TASK BRIEF: An exact copy of every record is the required answer.

◇ ◇ ◇ ◇

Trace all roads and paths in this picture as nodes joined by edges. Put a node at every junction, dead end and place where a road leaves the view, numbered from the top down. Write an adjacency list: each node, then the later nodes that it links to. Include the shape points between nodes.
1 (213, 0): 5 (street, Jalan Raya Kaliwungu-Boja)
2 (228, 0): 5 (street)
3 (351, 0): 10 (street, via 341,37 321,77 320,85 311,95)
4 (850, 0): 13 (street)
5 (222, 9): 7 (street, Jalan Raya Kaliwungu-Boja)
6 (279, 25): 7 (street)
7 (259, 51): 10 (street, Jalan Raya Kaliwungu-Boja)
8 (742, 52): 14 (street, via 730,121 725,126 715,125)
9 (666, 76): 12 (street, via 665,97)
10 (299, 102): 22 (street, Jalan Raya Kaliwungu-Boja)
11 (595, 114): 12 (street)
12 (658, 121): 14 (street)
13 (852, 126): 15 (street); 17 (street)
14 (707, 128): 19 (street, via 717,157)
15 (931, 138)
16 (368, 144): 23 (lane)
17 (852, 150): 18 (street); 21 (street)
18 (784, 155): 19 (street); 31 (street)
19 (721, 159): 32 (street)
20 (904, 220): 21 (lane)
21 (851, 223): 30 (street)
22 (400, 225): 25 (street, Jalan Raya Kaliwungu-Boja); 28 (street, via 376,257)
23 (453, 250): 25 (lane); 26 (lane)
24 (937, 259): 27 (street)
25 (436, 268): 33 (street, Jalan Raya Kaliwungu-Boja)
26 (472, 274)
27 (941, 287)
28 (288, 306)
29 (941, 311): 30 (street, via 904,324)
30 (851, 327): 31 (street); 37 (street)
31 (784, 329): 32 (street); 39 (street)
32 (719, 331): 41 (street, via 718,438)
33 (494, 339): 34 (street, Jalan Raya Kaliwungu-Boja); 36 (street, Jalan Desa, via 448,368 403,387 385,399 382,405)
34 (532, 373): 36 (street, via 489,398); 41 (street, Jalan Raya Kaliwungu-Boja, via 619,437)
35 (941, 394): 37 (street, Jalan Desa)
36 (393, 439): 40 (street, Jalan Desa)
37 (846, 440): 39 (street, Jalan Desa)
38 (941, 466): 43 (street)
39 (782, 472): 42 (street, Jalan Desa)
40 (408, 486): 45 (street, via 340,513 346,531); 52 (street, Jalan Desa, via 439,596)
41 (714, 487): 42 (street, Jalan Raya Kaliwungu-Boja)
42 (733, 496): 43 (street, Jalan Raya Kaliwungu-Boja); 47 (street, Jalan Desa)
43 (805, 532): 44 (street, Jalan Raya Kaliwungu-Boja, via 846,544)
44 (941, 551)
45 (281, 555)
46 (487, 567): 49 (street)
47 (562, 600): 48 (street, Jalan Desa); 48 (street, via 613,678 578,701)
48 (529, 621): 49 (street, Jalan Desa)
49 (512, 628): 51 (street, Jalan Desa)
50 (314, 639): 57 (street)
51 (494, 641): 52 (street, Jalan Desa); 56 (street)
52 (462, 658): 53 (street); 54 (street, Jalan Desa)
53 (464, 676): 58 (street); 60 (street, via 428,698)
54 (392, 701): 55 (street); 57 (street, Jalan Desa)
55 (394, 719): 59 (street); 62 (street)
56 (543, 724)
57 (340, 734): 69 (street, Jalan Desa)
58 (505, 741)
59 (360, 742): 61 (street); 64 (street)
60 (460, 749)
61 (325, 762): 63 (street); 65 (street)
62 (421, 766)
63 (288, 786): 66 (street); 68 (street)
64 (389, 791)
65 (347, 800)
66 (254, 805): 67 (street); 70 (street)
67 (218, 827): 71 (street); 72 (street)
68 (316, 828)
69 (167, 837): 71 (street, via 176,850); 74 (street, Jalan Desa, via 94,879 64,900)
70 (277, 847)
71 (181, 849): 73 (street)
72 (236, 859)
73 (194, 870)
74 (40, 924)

◇ ◇ ◇ ◇

WRITTEN REPLY:
Trace all roads and paths in this picture as nodes joined by edges. Put a node at every junction, dead end and place where a road leaves the view, numbered from the top down. Write an adjacency list: each node, then the later nodes that it links to. Include the shape points between nodes.
1 (213, 0): 5 (street, Jalan Raya Kaliwungu-Boja)
2 (228, 0): 5 (street)
3 (351, 0): 10 (street, via 341,37 321,77 320,85 311,95)
4 (850, 0): 13 (street)
5 (222, 9): 7 (street, Jalan Raya Kaliwungu-Boja)
6 (279, 25): 7 (street)
7 (259, 51): 10 (street, Jalan Raya Kaliwungu-Boja)
8 (742, 52): 14 (street, via 730,121 725,126 715,125)
9 (666, 76): 12 (street, via 665,97)
10 (299, 102): 22 (street, Jalan Raya Kaliwungu-Boja)
11 (595, 114): 12 (street)
12 (658, 121): 14 (street)
13 (852, 126): 15 (street); 17 (street)
14 (707, 128): 19 (street, via 717,157)
15 (931, 138)
16 (368, 144): 23 (lane)
17 (852, 150): 18 (street); 21 (street)
18 (784, 155): 19 (street); 31 (street)
19 (721, 159): 32 (street)
20 (904, 220): 21 (lane)
21 (851, 223): 30 (street)
22 (400, 225): 25 (street, Jalan Raya Kaliwungu-Boja); 28 (street, via 376,257)
23 (453, 250): 25 (lane); 26 (lane)
24 (937, 259): 27 (street)
25 (436, 268): 33 (street, Jalan Raya Kaliwungu-Boja)
26 (472, 274)
27 (941, 287)
28 (288, 306)
29 (941, 311): 30 (street, via 904,324)
30 (851, 327): 31 (street); 37 (street)
31 (784, 329): 32 (street); 39 (street)
32 (719, 331): 41 (street, via 718,438)
33 (494, 339): 34 (street, Jalan Raya Kaliwungu-Boja); 36 (street, Jalan Desa, via 448,368 403,387 385,399 382,405)
34 (532, 373): 36 (street, via 489,398); 41 (street, Jalan Raya Kaliwungu-Boja, via 619,437)
35 (941, 394): 37 (street, Jalan Desa)
36 (393, 439): 40 (street, Jalan Desa)
37 (846, 440): 39 (street, Jalan Desa)
38 (941, 466): 43 (street)
39 (782, 472): 42 (street, Jalan Desa)
40 (408, 486): 45 (street, via 340,513 346,531); 52 (street, Jalan Desa, via 439,596)
41 (714, 487): 42 (street, Jalan Raya Kaliwungu-Boja)
42 (733, 496): 43 (street, Jalan Raya Kaliwungu-Boja); 47 (street, Jalan Desa)
43 (805, 532): 44 (street, Jalan Raya Kaliwungu-Boja, via 846,544)
44 (941, 551)
45 (281, 555)
46 (487, 567): 49 (street)
47 (562, 600): 48 (street, Jalan Desa); 48 (street, via 613,678 578,701)
48 (529, 621): 49 (street, Jalan Desa)
49 (512, 628): 51 (street, Jalan Desa)
50 (314, 639): 57 (street)
51 (494, 641): 52 (street, Jalan Desa); 56 (street)
52 (462, 658): 53 (street); 54 (street, Jalan Desa)
53 (464, 676): 58 (street); 60 (street, via 428,698)
54 (392, 701): 55 (street); 57 (street, Jalan Desa)
55 (394, 719): 59 (street); 62 (street)
56 (543, 724)
57 (340, 734): 69 (street, Jalan Desa)
58 (505, 741)
59 (360, 742): 61 (street); 64 (street)
60 (460, 749)
61 (325, 762): 63 (street); 65 (street)
62 (421, 766)
63 (288, 786): 66 (street); 68 (street)
64 (389, 791)
65 (347, 800)
66 (254, 805): 67 (street); 70 (street)
67 (218, 827): 71 (street); 72 (street)
68 (316, 828)
69 (167, 837): 71 (street, via 176,850); 74 (street, Jalan Desa, via 94,879 64,900)
70 (277, 847)
71 (181, 849): 73 (street)
72 (236, 859)
73 (194, 870)
74 (40, 924)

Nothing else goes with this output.